Task prompt = From the entries below, copy every line where the string "grid" appears.

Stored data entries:
.....

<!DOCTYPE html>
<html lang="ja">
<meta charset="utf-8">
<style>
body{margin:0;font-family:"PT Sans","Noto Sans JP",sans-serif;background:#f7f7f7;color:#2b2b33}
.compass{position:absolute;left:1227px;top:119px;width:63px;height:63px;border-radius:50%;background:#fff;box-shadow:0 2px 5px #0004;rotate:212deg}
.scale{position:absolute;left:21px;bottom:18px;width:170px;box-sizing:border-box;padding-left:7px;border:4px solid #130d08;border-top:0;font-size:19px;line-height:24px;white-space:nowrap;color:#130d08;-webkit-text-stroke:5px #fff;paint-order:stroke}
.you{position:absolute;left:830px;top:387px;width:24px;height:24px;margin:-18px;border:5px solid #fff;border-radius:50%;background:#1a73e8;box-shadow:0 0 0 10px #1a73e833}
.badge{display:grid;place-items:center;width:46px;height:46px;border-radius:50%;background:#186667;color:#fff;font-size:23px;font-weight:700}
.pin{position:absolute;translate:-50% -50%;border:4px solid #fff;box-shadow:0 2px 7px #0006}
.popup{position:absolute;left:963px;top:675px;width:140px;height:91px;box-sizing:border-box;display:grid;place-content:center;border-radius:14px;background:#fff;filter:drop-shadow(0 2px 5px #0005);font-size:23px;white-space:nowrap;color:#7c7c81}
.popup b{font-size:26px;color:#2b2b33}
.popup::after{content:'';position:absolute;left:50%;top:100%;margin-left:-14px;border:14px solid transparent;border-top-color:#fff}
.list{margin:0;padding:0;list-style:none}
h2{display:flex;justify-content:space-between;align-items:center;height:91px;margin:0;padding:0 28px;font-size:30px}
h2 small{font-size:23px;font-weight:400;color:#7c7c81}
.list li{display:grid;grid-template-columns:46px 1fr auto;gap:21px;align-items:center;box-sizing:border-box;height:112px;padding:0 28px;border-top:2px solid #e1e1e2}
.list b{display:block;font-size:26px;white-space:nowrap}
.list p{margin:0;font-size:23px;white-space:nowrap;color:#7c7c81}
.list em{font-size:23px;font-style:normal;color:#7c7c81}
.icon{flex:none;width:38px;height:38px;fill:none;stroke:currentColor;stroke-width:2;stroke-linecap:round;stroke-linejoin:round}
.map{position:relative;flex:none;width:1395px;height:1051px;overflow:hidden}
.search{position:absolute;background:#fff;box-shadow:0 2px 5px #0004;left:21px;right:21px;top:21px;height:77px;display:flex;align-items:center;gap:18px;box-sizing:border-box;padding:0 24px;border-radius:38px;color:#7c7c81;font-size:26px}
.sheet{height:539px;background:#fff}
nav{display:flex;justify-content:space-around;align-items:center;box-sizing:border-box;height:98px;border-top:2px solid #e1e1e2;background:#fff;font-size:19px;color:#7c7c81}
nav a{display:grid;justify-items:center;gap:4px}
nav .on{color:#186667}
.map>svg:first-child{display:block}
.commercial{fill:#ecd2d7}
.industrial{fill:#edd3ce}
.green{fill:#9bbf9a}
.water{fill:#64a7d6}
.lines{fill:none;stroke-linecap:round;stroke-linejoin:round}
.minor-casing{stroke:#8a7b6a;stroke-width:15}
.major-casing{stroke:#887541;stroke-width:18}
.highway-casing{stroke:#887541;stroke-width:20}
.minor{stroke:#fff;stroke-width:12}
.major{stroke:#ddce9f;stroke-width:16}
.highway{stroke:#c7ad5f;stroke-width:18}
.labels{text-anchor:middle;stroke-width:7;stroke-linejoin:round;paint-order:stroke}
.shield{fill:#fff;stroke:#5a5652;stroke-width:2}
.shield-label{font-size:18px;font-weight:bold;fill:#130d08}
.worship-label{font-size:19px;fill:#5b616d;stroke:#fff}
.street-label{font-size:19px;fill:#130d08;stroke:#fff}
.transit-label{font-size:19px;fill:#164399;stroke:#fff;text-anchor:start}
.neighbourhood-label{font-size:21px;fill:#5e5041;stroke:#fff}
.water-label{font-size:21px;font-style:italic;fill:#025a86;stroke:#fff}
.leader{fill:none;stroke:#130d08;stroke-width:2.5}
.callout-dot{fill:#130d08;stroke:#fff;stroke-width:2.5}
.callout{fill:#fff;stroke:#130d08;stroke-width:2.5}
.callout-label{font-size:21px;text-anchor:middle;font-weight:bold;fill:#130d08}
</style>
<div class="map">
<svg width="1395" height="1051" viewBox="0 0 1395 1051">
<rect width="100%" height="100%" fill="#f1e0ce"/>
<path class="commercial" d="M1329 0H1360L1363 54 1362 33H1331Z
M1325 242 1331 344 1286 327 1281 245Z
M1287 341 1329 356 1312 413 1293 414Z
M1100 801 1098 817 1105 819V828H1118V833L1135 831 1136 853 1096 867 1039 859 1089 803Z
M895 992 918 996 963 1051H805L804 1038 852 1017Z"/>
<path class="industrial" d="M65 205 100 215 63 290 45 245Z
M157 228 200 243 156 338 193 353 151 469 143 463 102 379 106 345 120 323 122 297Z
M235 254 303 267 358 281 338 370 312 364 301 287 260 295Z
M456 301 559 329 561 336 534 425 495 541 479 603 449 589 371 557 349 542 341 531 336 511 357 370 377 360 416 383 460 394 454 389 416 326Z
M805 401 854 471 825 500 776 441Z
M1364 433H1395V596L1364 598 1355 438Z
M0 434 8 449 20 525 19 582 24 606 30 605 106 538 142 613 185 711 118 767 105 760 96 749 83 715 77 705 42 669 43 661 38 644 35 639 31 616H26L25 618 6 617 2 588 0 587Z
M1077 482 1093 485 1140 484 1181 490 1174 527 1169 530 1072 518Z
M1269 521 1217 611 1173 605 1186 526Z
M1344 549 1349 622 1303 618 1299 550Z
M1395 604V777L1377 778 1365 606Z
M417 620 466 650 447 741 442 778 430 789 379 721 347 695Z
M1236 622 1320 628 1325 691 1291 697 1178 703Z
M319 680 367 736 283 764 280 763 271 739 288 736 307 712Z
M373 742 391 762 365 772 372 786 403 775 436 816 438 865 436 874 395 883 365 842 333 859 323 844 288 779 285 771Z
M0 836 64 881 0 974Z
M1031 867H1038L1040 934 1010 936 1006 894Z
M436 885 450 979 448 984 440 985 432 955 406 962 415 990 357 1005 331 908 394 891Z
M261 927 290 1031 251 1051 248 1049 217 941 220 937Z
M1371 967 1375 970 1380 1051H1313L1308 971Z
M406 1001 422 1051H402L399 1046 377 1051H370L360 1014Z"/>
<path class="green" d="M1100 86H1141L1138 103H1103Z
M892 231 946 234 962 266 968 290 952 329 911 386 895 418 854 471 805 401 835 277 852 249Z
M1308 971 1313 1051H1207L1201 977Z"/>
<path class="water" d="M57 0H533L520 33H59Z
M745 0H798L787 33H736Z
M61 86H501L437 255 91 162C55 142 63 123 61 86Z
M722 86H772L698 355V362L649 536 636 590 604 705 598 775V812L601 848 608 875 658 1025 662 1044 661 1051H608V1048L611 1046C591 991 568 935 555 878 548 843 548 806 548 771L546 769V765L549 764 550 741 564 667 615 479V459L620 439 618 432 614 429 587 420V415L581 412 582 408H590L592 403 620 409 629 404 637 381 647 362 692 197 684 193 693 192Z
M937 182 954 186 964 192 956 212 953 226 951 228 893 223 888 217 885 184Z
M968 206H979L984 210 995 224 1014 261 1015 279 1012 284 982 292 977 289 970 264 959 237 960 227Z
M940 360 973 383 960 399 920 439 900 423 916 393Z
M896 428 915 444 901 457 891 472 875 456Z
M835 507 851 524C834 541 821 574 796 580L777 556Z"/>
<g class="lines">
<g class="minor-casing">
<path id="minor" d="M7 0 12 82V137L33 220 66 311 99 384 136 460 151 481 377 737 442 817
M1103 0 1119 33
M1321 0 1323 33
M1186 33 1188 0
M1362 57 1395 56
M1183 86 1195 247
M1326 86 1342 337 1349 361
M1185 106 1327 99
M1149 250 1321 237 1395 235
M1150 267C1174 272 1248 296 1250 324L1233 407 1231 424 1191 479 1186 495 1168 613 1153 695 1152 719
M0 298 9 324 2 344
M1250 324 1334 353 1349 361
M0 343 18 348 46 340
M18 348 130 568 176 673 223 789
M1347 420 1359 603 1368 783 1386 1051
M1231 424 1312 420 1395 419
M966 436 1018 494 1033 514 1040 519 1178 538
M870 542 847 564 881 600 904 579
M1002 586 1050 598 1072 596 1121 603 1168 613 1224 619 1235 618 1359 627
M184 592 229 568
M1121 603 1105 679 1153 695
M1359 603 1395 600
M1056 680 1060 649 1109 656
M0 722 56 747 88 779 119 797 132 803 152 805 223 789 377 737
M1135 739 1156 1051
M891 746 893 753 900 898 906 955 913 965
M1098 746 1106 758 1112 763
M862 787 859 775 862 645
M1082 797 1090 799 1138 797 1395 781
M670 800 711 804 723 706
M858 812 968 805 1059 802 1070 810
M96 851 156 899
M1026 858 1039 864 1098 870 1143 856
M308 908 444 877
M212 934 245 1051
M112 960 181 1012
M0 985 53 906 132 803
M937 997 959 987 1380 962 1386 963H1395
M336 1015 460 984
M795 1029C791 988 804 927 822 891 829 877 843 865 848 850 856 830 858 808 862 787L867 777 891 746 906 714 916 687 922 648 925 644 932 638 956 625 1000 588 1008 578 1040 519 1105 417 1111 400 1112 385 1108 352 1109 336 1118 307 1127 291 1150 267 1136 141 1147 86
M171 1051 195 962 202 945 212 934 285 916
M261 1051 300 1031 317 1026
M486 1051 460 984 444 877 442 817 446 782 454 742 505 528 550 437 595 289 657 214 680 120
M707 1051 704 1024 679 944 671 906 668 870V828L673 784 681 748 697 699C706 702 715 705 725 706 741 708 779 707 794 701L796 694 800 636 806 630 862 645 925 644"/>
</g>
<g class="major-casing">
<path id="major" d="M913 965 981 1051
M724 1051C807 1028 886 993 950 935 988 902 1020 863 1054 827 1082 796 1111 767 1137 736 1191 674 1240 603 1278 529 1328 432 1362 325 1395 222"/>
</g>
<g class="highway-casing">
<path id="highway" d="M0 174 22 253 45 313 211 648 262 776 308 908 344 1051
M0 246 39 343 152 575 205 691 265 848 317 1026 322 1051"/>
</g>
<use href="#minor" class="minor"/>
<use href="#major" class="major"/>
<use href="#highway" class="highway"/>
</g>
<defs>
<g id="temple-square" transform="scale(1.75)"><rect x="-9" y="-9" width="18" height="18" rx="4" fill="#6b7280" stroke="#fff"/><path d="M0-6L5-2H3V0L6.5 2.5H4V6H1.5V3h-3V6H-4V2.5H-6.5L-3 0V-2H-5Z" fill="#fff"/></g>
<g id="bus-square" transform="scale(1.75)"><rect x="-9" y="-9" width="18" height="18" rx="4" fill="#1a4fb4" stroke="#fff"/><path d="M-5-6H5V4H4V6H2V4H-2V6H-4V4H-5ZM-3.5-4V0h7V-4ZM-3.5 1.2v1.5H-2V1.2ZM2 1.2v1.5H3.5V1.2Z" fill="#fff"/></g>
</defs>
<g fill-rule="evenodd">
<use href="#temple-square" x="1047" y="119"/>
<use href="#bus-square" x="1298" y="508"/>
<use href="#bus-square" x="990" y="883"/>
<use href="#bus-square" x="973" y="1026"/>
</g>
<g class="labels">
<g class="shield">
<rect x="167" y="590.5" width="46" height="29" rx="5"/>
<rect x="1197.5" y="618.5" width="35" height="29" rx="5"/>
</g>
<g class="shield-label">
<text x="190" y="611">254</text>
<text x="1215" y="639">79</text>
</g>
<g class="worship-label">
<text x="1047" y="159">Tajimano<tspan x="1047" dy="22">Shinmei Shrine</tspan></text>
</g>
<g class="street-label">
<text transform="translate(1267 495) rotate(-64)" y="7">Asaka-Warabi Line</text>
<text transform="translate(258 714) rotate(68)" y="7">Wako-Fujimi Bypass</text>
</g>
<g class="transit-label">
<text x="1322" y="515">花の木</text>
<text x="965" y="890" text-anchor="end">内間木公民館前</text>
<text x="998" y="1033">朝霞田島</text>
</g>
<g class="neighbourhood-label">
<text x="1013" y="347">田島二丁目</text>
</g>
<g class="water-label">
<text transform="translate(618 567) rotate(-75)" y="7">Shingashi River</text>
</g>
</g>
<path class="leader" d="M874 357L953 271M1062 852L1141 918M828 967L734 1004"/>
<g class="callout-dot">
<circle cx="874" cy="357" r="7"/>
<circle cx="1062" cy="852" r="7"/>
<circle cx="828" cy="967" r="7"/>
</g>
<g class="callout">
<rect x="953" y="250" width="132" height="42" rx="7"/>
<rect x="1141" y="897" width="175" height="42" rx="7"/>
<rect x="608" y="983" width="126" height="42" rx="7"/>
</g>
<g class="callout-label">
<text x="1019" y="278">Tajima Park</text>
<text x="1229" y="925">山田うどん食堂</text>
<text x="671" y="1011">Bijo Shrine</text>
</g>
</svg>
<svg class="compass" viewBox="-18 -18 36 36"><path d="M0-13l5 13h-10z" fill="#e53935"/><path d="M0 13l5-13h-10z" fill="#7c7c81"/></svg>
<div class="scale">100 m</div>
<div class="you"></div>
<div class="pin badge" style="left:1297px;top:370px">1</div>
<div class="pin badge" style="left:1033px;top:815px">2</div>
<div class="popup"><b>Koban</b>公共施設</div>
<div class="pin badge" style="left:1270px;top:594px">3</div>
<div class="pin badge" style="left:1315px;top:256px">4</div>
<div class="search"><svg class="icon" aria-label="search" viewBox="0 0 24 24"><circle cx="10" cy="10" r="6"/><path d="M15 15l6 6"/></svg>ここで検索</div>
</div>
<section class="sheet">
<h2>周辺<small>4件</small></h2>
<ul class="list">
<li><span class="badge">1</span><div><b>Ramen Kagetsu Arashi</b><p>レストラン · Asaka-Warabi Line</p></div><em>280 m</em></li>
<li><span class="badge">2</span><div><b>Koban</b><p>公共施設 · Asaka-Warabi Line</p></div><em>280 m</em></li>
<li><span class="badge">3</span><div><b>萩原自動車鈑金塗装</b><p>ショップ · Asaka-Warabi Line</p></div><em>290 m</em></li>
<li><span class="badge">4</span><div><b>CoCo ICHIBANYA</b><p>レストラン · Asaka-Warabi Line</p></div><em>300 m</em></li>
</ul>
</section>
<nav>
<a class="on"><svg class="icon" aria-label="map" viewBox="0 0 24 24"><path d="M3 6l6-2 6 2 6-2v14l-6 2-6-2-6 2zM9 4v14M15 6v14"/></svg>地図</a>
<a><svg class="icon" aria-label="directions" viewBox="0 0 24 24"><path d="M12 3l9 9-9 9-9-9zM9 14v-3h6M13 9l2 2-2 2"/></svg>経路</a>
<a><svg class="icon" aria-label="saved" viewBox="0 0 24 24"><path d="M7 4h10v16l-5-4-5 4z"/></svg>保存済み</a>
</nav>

.....

Solution for this task =
.badge{display:grid;place-items:center;width:46px;height:46px;border-radius:50%;background:#186667;color:#fff;font-size:23px;font-weight:700}
.popup{position:absolute;left:963px;top:675px;width:140px;height:91px;box-sizing:border-box;display:grid;place-content:center;border-radius:14px;background:#fff;filter:drop-shadow(0 2px 5px #0005);font-size:23px;white-space:nowrap;color:#7c7c81}
.list li{display:grid;grid-template-columns:46px 1fr auto;gap:21px;align-items:center;box-sizing:border-box;height:112px;padding:0 28px;border-top:2px solid #e1e1e2}
nav a{display:grid;justify-items:center;gap:4px}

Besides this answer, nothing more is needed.